Ed eccomi di nuovo davanti alla Walls Unit, che mancano dieci minuti alle sei. È un’ora che mi tengo a distanza, nel caldo che soffoca la gola. Contribuisce la paura, anche. Di cosa? Della morte che sta per succedere per disposizione di legge. Di quello che non vedo. Mi avvicino e poi mi allontano, non è un buon momento se non sei cittadino. Mi chiedo perché sono venuto, perché mi metto nei guai. Le macchine sono parcheggiate dove stavano prima, e gli unici andati via sono gli impiegati. Il resto è solo un piazzale deserto con un sole che finalmente inizia a scendere giù e a darci clemenza. Ci sono due transenne davanti, stavolta non si può più passare. Una corda gialla è tirata tra l’una e l’altra. Davanti, due poliziotti, che parlano, incuranti del piccolo drappello di persone - non più di otto - che si sono sedute all’altro lato della strada con dei cartelli contro la pena di morte. Le auto passano davanti, come se nulla fosse, prendono su verso il campus della Sam Houston University. Passa un ragazzino su una bmx, zainetto in spalla, non si volta nemmeno. Impossibile dedurre da ciò che si vede che lì dentro stiano ammazzando qualcuno.
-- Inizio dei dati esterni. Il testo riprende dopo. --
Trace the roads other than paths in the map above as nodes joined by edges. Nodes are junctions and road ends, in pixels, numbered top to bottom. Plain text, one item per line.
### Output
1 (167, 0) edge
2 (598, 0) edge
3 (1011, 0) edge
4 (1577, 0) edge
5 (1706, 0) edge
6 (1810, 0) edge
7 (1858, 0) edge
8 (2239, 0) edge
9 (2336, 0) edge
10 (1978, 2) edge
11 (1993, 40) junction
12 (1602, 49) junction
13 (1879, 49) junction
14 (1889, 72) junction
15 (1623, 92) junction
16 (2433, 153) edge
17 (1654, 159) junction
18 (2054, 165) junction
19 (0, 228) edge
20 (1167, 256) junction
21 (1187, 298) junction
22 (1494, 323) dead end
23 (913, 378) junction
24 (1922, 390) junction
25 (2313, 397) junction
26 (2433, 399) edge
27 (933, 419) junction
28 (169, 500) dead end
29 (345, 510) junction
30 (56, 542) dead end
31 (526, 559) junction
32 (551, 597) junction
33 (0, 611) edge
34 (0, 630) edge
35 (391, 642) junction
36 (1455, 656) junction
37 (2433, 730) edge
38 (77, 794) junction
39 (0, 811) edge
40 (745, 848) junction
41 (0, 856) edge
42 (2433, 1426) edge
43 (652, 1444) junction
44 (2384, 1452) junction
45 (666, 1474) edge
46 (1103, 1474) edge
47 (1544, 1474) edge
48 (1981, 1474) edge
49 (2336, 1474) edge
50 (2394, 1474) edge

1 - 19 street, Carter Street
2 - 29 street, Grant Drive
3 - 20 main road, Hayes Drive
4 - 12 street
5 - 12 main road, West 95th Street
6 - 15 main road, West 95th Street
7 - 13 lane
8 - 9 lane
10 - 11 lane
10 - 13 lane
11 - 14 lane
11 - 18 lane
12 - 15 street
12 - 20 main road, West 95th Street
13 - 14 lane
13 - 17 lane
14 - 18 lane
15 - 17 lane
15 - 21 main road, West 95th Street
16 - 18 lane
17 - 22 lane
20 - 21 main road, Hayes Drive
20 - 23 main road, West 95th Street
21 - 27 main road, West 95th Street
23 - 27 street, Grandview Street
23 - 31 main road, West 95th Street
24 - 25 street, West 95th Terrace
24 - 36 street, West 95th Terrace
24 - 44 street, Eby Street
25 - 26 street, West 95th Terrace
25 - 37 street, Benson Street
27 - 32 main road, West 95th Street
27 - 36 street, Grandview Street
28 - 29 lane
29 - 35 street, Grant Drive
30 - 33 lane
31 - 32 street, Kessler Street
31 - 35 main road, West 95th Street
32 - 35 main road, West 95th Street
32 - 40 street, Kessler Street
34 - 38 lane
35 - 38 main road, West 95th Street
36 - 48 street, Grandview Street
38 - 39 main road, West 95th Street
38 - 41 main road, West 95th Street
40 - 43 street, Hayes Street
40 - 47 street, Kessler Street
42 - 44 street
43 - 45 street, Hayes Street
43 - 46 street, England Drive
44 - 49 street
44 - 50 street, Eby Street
Mancano pochi minuti alle sei, mi chiedo se il Governatore avrà già chiamato, se Norman è già immobilizzato sul letto metallico, se il cappellano è presente. Se ci sono testimoni, dietro il vetro. Nella piazza centrale, tre isolati più in là, tutto è esattamente come prima, si spostano le auto ogni due ore per evitare le multe. Da una chiesa, chiusa, parte una melodia programmata da un computer, che dice che sono quasi le sei. E alle sei in punto suonano le campane del carcere - programmate anche quelle, presumo - che a questo punto coincidono con l’iniezione di Pentobarbital. Fuori il traffico è uguale, poche auto che salgono o scendono. I più anziani, nel capannello dei contestatori, stanno seduti dentro sedie da outdoor. Alcuni protestano in piedi. Il Pentobarbital dovrebbe ammazzare in pochi minuti.
E il deserto, qui fuori, resta deserto. Il sole è più gentile, tutto il resto più spietato, compresa la vista di una mamma e un bambino, e quella di un uomo che passa in bicicletta, e cerca di spaventare un gatto con un suono inumano. Alle sei e mezza è chiaro che non succederà più niente, che tutto resterà sordo come i mattoni di quell’edificio. Io mi sono avvicinato alla prigione, intanto, convinto di poter vedere qualcosa di più del niente che circonda questa esecuzione, una scatola nera custodita da qualche parte dentro quell’edificio. Pare che non uscirà nessuno a riferire quali sono state le ultime parole di Norman. Guardo l’ora e penso che se parto adesso riuscirò a vedere i bambini prima che vadano a letto. Scrivo a mia moglie «Leaving now, ETA 7:52», alle 7:52 dovrei essere a casa.
Riprendo la I-45 verso sud, ed è inutile dire che sono l’unico a tornare dei due, che Norman non viaggerà verso est. Della via del ritorno non ricordo, ora che scrivo, nulla. Se non che al primo semaforo che trovo, entrando in Houston, guardo il telefono e l’Ia dice che Norman ci ha messo mezz’ora a morire. E non ha voluto dichiarare niente prima dell’iniezione, se non «I love you» ai due figli presenti, e a un amico. Due semafori dopo «I love you» è sparito da Internet. C’è scritto solo che non ha voluto dire niente. Che ha fatto un grande respiro e poi ha chiuso gli occhi.